Just before Christmas I was privileged to visit Browning’s German HQ and give their four new Hyper Carp Method rods a waggle.
Right away I felt these would be perfect for commercial fisheries back home, although at the time Browning seemed uncertain whether they would be available in the UK. However, I banged on and on to the company to release them, and to send me a couple of samples in for a live test. These the makers eventually did, so now I can deliver my verdict.
Now, Browning’s Sphere feeder rods are among the best money can buy, and these Hyper Carp Method rods are not a poor man’s version of these. They have an altogether different feel and action. There’s enough flexibility in the blank to pan large skimmers and bream without fear of hook pulls – the cushioning effect kicks in high up on the second section. This gives the mid-section a good deal more backbone, which you’ll really appreciate when the rods are being stressed to the limit.
All this and more I was to discover at Clattercote Reservoir, whose resident carp were wide awake and raring to go. My chosen rod from the Hyper Carp Method range was the 12ft version, which I reckon to be the pick of the bunch. With an 80g maximum casting weight, it has the length and three-piece build specification to launch a flatbed Method feeder a very long way. In my hands, however, it felt most at home with feeders up to around 40g.
The guides (including those on the quivertip) have sufficient inner diameter to allow the safe passage of 10lb shockleaders, which you need on most feeder venues requiring a mega-chuck.
Well, I hear you say, there are already dozens of long cast feeder rods on the market. What makes these from Browning so special?
For a start, the Hyper Carp Method will cope with all sizes of carp with some style, yet has enough flexibility to stay in touch with bream and skimmers right up to the net. Distances of 80-100 yards can be reached without you needing to be a tournament caster! And the price is remarkably reasonable for what you get.
The live test, I’m relieved to say, proved that the Hyper Carp Method rods are every bit as good as I’d hoped, and then some.

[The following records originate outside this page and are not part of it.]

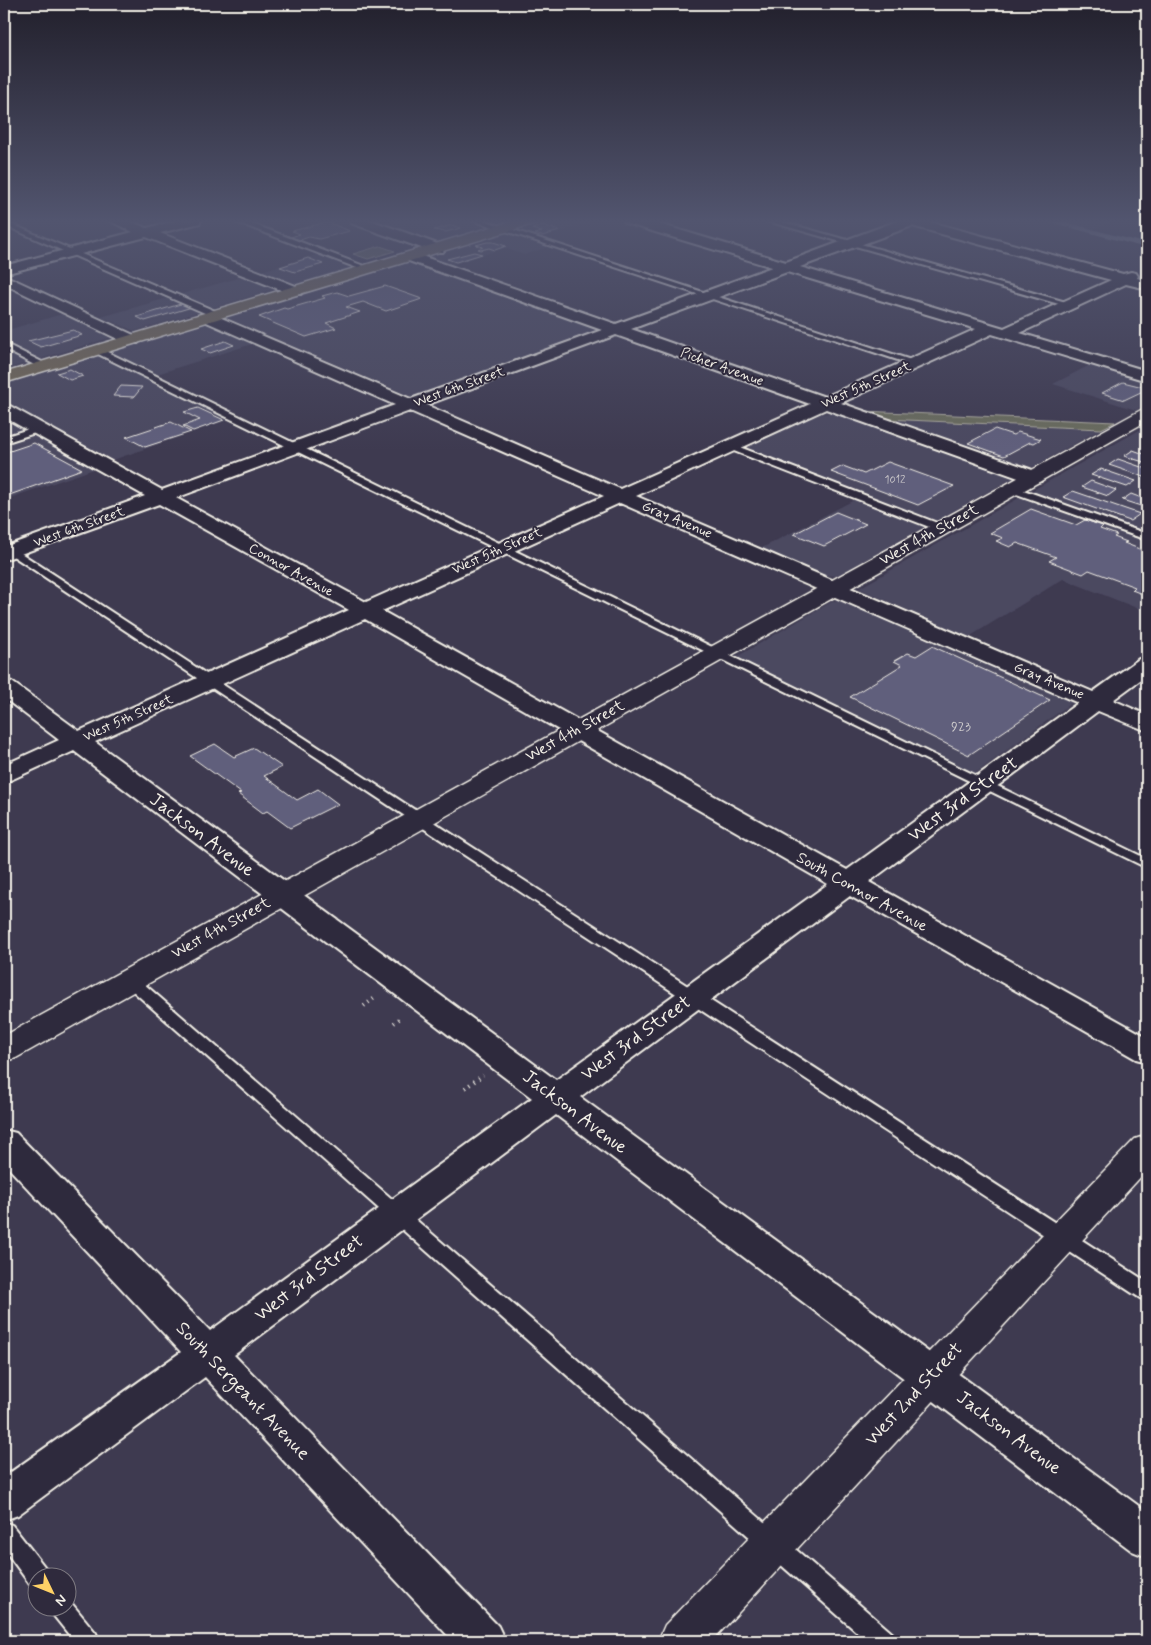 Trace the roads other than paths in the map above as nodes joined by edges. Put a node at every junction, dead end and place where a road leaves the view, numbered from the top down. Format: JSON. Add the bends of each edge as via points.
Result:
{"nodes":[{"id":1,"x":41,"y":297,"type":"edge"},
{"id":2,"x":170,"y":297,"type":"edge"},
{"id":3,"x":277,"y":297,"type":"edge"},
{"id":4,"x":524,"y":297,"type":"edge"},
{"id":5,"x":707,"y":297,"type":"edge"},
{"id":6,"x":711,"y":297,"type":"edge"},
{"id":7,"x":883,"y":297,"type":"edge"},
{"id":8,"x":1043,"y":297,"type":"edge"},
{"id":9,"x":1085,"y":297,"type":"edge"},
{"id":10,"x":1069,"y":304,"type":"junction"},
{"id":11,"x":212,"y":316,"type":"junction"},
{"id":12,"x":616,"y":329,"type":"junction"},
{"id":13,"x":997,"y":331,"type":"junction"},
{"id":14,"x":132,"y":340,"type":"junction"},
{"id":15,"x":4,"y":346,"type":"edge"},
{"id":16,"x":97,"y":350,"type":"junction"},
{"id":17,"x":916,"y":363,"type":"junction"},
{"id":18,"x":44,"y":366,"type":"junction"},
{"id":19,"x":1147,"y":376,"type":"edge"},
{"id":20,"x":4,"y":378,"type":"edge"},
{"id":21,"x":825,"y":404,"type":"junction"},
{"id":22,"x":412,"y":405,"type":"junction"},
{"id":23,"x":4,"y":410,"type":"edge"},
{"id":24,"x":1147,"y":414,"type":"edge"},
{"id":25,"x":38,"y":430,"type":"junction"},
{"id":26,"x":4,"y":440,"type":"edge"},
{"id":27,"x":729,"y":446,"type":"junction"},
{"id":28,"x":295,"y":448,"type":"junction"},
{"id":29,"x":1034,"y":476,"type":"junction"},
{"id":30,"x":1012,"y":489,"type":"junction"},
{"id":31,"x":621,"y":496,"type":"junction"},
{"id":32,"x":161,"y":498,"type":"junction"},
{"id":33,"x":941,"y":528,"type":"junction"},
{"id":34,"x":1147,"y":537,"type":"edge"},
{"id":35,"x":502,"y":549,"type":"junction"},
{"id":36,"x":7,"y":550,"type":"edge"},
{"id":37,"x":834,"y":588,"type":"junction"},
{"id":38,"x":364,"y":610,"type":"junction"},
{"id":39,"x":716,"y":653,"type":"junction"},
{"id":40,"x":1147,"y":664,"type":"edge"},
{"id":41,"x":210,"y":681,"type":"junction"},
{"id":42,"x":4,"y":687,"type":"edge"},
{"id":43,"x":1096,"y":702,"type":"junction"},
{"id":44,"x":1147,"y":724,"type":"edge"},
{"id":45,"x":577,"y":730,"type":"junction"},
{"id":46,"x":76,"y":741,"type":"junction"},
{"id":47,"x":4,"y":774,"type":"edge"},
{"id":48,"x":984,"y":784,"type":"junction"},
{"id":49,"x":419,"y":819,"type":"junction"},
{"id":50,"x":1147,"y":864,"type":"edge"},
{"id":51,"x":847,"y":884,"type":"junction"},
{"id":52,"x":282,"y":895,"type":"junction"},
{"id":53,"x":130,"y":980,"type":"junction"},
{"id":54,"x":693,"y":997,"type":"junction"},
{"id":55,"x":4,"y":1050,"type":"edge"},
{"id":56,"x":1147,"y":1052,"type":"edge"},
{"id":57,"x":556,"y":1098,"type":"junction"},
{"id":58,"x":4,"y":1142,"type":"edge"},
{"id":59,"x":1147,"y":1148,"type":"edge"},
{"id":60,"x":396,"y":1213,"type":"junction"},
{"id":61,"x":1063,"y":1237,"type":"junction"},
{"id":62,"x":1147,"y":1292,"type":"edge"},
{"id":63,"x":207,"y":1354,"type":"junction"},
{"id":64,"x":932,"y":1375,"type":"junction"},
{"id":65,"x":4,"y":1500,"type":"edge"},
{"id":66,"x":4,"y":1532,"type":"edge"},
{"id":67,"x":1147,"y":1536,"type":"edge"},
{"id":68,"x":773,"y":1544,"type":"junction"},
{"id":69,"x":31,"y":1568,"type":"edge"},
{"id":70,"x":70,"y":1618,"type":"edge"},
{"id":71,"x":88,"y":1641,"type":"edge"},
{"id":72,"x":483,"y":1641,"type":"edge"},
{"id":73,"x":682,"y":1641,"type":"edge"},
{"id":74,"x":884,"y":1641,"type":"edge"}],
"edges":[{"from":1,"to":14,"type":"street"},
{"from":2,"to":11,"type":"lane"},
{"from":3,"to":11,"type":"main road"},
{"from":4,"to":12,"type":"street","name":"Picher Avenue"},
{"from":5,"to":12,"type":"street","name":"West 6th Street"},
{"from":6,"to":17,"type":"lane"},
{"from":7,"to":13,"type":"street"},
{"from":8,"to":10,"type":"lane"},
{"from":9,"to":10,"type":"street","name":"West 5th Street"},
{"from":10,"to":13,"type":"street","name":"West 5th Street"},
{"from":11,"to":14,"type":"main road"},
{"from":11,"to":22,"type":"street","name":"Gray Avenue"},
{"from":12,"to":21,"type":"street","name":"Picher Avenue"},
{"from":12,"to":22,"type":"street","name":"West 6th Street"},
{"from":13,"to":17,"type":"street","name":"West 5th Street"},
{"from":13,"to":19,"type":"street"},
{"from":14,"to":16,"type":"main road"},
{"from":15,"to":18,"type":"lane"},
{"from":16,"to":18,"type":"main road"},
{"from":16,"to":28,"type":"lane"},
{"from":17,"to":21,"type":"street","name":"West 5th Street"},
{"from":18,"to":20,"type":"main road"},
{"from":21,"to":27,"type":"street","name":"West 5th Street"},
{"from":21,"to":29,"type":"street","name":"Picher Avenue"},
{"from":22,"to":28,"type":"street","name":"West 6th Street"},
{"from":22,"to":31,"type":"street","name":"Gray Avenue"},
{"from":23,"to":25,"type":"street","name":"Connor Avenue"},
{"from":24,"to":29,"type":"street","name":"West 4th Street"},
{"from":25,"to":26,"type":"lane"},
{"from":25,"to":32,"type":"street","name":"Connor Avenue"},
{"from":27,"to":31,"type":"street","name":"West 5th Street"},
{"from":27,"to":33,"type":"lane"},
{"from":28,"to":32,"type":"street","name":"West 6th Street"},
{"from":28,"to":35,"type":"lane"},
{"from":29,"to":30,"type":"street","name":"West 4th Street"},
{"from":30,"to":33,"type":"street","name":"West 4th Street"},
{"from":30,"to":34,"type":"lane"},
{"from":31,"to":35,"type":"street","name":"West 5th Street"},
{"from":31,"to":37,"type":"street","name":"Gray Avenue"},
{"from":32,"to":36,"type":"street","name":"West 6th Street"},
{"from":32,"to":38,"type":"street","name":"Connor Avenue"},
{"from":33,"to":37,"type":"street","name":"West 4th Street"},
{"from":35,"to":38,"type":"street","name":"West 5th Street"},
{"from":35,"to":39,"type":"lane"},
{"from":36,"to":41,"type":"lane"},
{"from":37,"to":39,"type":"street","name":"West 4th Street"},
{"from":37,"to":43,"type":"street","name":"Gray Avenue"},
{"from":38,"to":41,"type":"street","name":"West 5th Street"},
{"from":38,"to":45,"type":"street","name":"Connor Avenue"},
{"from":39,"to":45,"type":"street","name":"West 4th Street"},
{"from":39,"to":48,"type":"lane"},
{"from":40,"to":43,"type":"street","name":"West 3rd Street"},
{"from":41,"to":46,"type":"street","name":"West 5th Street"},
{"from":41,"to":49,"type":"lane"},
{"from":42,"to":46,"type":"street","name":"Jackson Avenue"},
{"from":43,"to":44,"type":"street","name":"Gray Avenue"},
{"from":43,"to":48,"type":"street","name":"West 3rd Street"},
{"from":45,"to":49,"type":"street","name":"West 4th Street"},
{"from":45,"to":51,"type":"street","name":"South Connor Avenue"},
{"from":46,"to":47,"type":"street","name":"West 5th Street"},
{"from":46,"to":52,"type":"street","name":"Jackson Avenue"},
{"from":48,"to":50,"type":"lane"},
{"from":48,"to":51,"type":"street","name":"West 3rd Street"},
{"from":49,"to":52,"type":"street","name":"West 4th Street"},
{"from":49,"to":54,"type":"lane"},
{"from":51,"to":54,"type":"street","name":"West 3rd Street"},
{"from":51,"to":56,"type":"street","name":"South Connor Avenue"},
{"from":52,"to":53,"type":"street","name":"West 4th Street"},
{"from":52,"to":57,"type":"street","name":"Jackson Avenue"},
{"from":53,"to":55,"type":"street","name":"West 4th Street"},
{"from":53,"to":60,"type":"lane"},
{"from":54,"to":57,"type":"street","name":"West 3rd Street"},
{"from":54,"to":61,"type":"lane"},
{"from":57,"to":60,"type":"street","name":"West 3rd Street"},
{"from":57,"to":64,"type":"street","name":"Jackson Avenue"},
{"from":58,"to":63,"type":"street","name":"South Sergeant Avenue"},
{"from":59,"to":61,"type":"street","name":"West 2nd Street"},
{"from":60,"to":63,"type":"street","name":"West 3rd Street"},
{"from":60,"to":68,"type":"lane"},
{"from":61,"to":62,"type":"lane"},
{"from":61,"to":64,"type":"street","name":"West 2nd Street"},
{"from":63,"to":65,"type":"street","name":"West 3rd Street"},
{"from":63,"to":72,"type":"street","name":"South Sergeant Avenue"},
{"from":64,"to":67,"type":"street","name":"Jackson Avenue"},
{"from":64,"to":68,"type":"street","name":"West 2nd Street"},
{"from":66,"to":69,"type":"lane"},
{"from":68,"to":73,"type":"street","name":"West 2nd Street"},
{"from":68,"to":74,"type":"lane"},
{"from":70,"to":71,"type":"lane"}]}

Once I got used to the blank’s fast taper action I was hitting the reel clip with a loaded 30g feeder at around 80 yards every time from a seated position, while standing up and giving it a proper whack I was getting past 90 yards. That was using a 4000 sized reel without a shockleader. I was left wondering how much further I could push its muscular cousin – the 12ft Hyper Carp Method Distance rod, with its £149 price tag – if it were fitted with a big reel and a shocker! This beast will chuck a 100g feeder with ease.
Back to the rod on test, and its fish-playing action proved remarkable. Even when subjected to huge pressure from proper lumps it showed no signs of locking up. After a few bream had put in an appearance not a single fish of either species was lost – which, as any Clattercote regular will tell you, is impressive.
The Hyper Carp Method is the best rod of its kind and at its price that I have ever handled.
Okay, the multi-banded Euro colours of the quivertips may not be to everyone’s liking. But I’ll tell you this – you certainly can’t miss them which, to be fair, is the general idea.
This was one of the best live test days I have ever had, made even better by the presence of Mark Eves and Phil Ringer, who are highly entertaining, class angling acts.